Alphabet Posts Higher Profits But Slowing Overall Revenue

Alphabet, dealing with pushback from regulators and struggles in its corporate culture, reported net profit that increased 37 percent to $9.19 billion in the quarter through September. Last year, during the same period, the company posted $6.7 billion. Although this growth exceeded analysts’ expectations, overall revenue is actually down, growing 21 percent to $33.74 billion versus last year’s 24 percent growth in the same period. Revenue from advertising, representing the majority of sales, grew 20 percent to $28.95 billion.

The Wall Street Journal reports that, “the results come after a period in which Alphabet lost more than one-sixth of its market capitalization in the span of three months.” Impacted by “an October stock-market retreat,” Alphabet’s shares hit their lowest point in five months on Wednesday but then rebounded 4.4 percent on Thursday.

Among issues the company has been dealing with is the blowback from a WSJ report that it “never told users about a software bug that exposed the privacy data of hundreds of thousands of users,” which led to the shuttering of “the consumer functionality of its Google+ social site.”

Other issues Google has faced is turmoil over “its work with the U.S. military,” sexual harassment claims that led to the firing of 48 staff members over two years, and its China plans. Chief executive Sundar Pichai was charged with protecting three senior executives after they were accused of “sexual misconduct,” although Pichai responded that, “none of those fired in the past two years received an exit package,” and that Google is “dead serious about making sure we provide a safe and inclusive workplace.”

According to Google, sales in the “other” category, which includes cloud-computing services, Pixel smartphones and other hardware devices has grown 29 percent to $4.6 billion. But its core advertising business faces challenges, including competition from Amazon which, said eMarketer analyst Andrew Lipsman, “accounts for a growing number of product searches by U.S. users.” Amazon’s share of digital ad spending doubled from 2 percent last year to more than 4 percent this year, according to eMarketer.

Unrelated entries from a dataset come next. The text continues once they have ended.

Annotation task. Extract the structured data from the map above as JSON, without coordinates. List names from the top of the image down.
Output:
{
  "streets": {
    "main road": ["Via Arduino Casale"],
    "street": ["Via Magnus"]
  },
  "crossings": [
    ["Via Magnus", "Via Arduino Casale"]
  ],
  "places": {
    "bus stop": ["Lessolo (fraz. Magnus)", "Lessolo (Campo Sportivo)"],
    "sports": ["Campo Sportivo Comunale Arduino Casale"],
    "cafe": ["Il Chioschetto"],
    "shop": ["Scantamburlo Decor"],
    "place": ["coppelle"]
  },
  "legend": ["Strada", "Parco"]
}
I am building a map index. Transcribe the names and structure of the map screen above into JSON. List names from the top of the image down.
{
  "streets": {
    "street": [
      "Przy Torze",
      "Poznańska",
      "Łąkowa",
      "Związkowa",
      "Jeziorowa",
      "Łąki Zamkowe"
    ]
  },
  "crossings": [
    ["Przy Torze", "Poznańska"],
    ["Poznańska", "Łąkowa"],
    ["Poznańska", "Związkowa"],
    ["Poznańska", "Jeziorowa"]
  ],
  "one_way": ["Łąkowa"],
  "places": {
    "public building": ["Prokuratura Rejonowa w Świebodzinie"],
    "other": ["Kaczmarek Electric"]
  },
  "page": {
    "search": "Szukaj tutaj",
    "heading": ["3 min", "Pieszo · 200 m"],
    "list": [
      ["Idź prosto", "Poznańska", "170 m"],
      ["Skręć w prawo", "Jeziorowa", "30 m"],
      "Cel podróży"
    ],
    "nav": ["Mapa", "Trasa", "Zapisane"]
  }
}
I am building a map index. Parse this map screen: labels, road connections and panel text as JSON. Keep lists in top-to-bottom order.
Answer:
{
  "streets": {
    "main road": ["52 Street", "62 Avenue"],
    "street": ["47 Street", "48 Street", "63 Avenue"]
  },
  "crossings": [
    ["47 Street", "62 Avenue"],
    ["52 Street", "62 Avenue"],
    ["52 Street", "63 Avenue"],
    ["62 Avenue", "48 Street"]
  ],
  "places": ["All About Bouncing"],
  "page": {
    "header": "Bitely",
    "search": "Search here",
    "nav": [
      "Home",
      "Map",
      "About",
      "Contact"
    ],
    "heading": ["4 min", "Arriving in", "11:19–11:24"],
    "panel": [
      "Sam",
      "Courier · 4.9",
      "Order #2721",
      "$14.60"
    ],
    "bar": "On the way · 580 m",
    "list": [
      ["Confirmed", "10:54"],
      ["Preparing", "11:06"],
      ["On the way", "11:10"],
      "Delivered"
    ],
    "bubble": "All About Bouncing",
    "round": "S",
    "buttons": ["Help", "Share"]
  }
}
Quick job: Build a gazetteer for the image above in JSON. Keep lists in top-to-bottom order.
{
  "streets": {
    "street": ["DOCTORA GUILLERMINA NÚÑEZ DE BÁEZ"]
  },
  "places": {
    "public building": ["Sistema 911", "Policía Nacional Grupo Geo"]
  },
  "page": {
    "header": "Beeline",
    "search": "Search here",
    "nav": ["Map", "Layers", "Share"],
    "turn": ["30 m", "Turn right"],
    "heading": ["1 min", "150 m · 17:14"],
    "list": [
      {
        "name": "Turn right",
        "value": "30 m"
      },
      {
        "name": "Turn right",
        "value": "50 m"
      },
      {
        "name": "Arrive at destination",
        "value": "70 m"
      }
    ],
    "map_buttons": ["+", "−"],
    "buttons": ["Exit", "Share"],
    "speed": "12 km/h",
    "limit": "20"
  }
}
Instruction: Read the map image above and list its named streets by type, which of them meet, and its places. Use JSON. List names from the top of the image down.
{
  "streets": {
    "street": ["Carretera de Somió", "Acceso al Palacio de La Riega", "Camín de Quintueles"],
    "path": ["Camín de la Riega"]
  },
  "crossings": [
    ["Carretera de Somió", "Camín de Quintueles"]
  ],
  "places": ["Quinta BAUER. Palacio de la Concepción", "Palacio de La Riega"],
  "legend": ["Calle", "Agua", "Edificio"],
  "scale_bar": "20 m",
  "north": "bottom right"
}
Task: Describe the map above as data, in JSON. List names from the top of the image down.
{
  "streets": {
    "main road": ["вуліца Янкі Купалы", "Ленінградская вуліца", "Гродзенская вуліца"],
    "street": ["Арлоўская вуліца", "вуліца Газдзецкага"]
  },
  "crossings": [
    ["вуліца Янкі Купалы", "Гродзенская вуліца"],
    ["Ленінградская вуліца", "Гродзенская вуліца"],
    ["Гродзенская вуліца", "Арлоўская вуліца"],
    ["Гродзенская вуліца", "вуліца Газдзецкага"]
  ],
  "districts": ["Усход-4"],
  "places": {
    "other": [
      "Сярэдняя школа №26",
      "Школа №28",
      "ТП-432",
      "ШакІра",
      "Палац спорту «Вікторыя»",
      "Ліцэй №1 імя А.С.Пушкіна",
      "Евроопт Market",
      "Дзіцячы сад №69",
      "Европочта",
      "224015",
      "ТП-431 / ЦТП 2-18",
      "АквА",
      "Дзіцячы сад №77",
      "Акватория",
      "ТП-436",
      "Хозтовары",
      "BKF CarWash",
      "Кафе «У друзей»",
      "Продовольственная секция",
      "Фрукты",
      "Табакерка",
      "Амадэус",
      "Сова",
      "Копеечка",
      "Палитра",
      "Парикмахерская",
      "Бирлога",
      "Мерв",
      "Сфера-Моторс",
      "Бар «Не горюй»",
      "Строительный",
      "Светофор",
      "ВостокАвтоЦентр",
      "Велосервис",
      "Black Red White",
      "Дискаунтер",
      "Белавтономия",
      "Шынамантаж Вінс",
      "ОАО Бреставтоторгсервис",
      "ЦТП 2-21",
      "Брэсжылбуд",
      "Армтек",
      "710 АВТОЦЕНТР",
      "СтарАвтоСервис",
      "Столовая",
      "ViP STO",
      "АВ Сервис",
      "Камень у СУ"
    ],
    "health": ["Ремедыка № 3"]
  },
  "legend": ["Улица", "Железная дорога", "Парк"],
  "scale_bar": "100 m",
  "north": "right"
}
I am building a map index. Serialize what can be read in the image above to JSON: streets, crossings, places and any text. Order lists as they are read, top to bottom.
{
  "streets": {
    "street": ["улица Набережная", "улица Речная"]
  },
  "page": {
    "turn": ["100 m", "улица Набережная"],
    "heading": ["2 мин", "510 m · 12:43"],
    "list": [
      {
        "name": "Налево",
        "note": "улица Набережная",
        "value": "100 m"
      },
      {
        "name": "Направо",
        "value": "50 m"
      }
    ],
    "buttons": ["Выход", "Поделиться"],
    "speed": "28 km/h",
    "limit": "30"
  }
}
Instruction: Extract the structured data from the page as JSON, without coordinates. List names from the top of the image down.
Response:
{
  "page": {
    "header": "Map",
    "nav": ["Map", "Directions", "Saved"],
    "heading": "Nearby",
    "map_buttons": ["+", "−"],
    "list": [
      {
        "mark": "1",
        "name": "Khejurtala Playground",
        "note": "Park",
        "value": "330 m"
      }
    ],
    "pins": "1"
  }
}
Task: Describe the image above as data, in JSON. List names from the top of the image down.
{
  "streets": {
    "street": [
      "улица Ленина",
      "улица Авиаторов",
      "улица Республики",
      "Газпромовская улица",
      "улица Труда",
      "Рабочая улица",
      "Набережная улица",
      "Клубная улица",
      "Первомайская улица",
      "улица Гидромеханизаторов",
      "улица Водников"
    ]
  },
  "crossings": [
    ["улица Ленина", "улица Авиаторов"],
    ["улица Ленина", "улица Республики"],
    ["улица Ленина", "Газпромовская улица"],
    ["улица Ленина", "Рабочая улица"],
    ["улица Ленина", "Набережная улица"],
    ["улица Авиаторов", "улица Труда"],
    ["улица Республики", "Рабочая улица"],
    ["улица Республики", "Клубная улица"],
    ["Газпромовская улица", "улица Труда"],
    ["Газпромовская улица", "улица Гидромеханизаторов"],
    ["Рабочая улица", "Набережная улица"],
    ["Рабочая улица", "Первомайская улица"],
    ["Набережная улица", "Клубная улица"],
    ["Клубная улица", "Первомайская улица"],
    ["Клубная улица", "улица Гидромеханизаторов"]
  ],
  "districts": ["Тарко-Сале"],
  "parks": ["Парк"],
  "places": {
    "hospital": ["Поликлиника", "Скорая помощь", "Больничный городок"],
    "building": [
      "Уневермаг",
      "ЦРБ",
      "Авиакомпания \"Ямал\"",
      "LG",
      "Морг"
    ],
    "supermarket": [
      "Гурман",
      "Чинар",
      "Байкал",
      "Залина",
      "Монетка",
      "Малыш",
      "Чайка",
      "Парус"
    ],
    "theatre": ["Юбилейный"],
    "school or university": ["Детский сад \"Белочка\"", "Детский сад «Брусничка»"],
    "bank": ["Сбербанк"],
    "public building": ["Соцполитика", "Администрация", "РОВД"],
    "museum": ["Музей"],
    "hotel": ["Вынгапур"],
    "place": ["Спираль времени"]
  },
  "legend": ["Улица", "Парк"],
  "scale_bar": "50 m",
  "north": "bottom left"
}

Google is also challenged by rising costs, with “its payments to distribution partners account[ing] for 13.1 percent of revenue generated by the company’s website traffic, a higher amount than the company spent a year ago and in the second quarter of this year.”

Its capital expenditures also grew 49 percent to $5.2 billion, with the hiring of more employees and development of new technologies. “They are plowing all their cash into reinforcing their dominant position,” said Pivotal Research Group senior research analyst Brian Wieser. “The question is, are they going invest in products that sell more ads or build flying cars which may never take off?”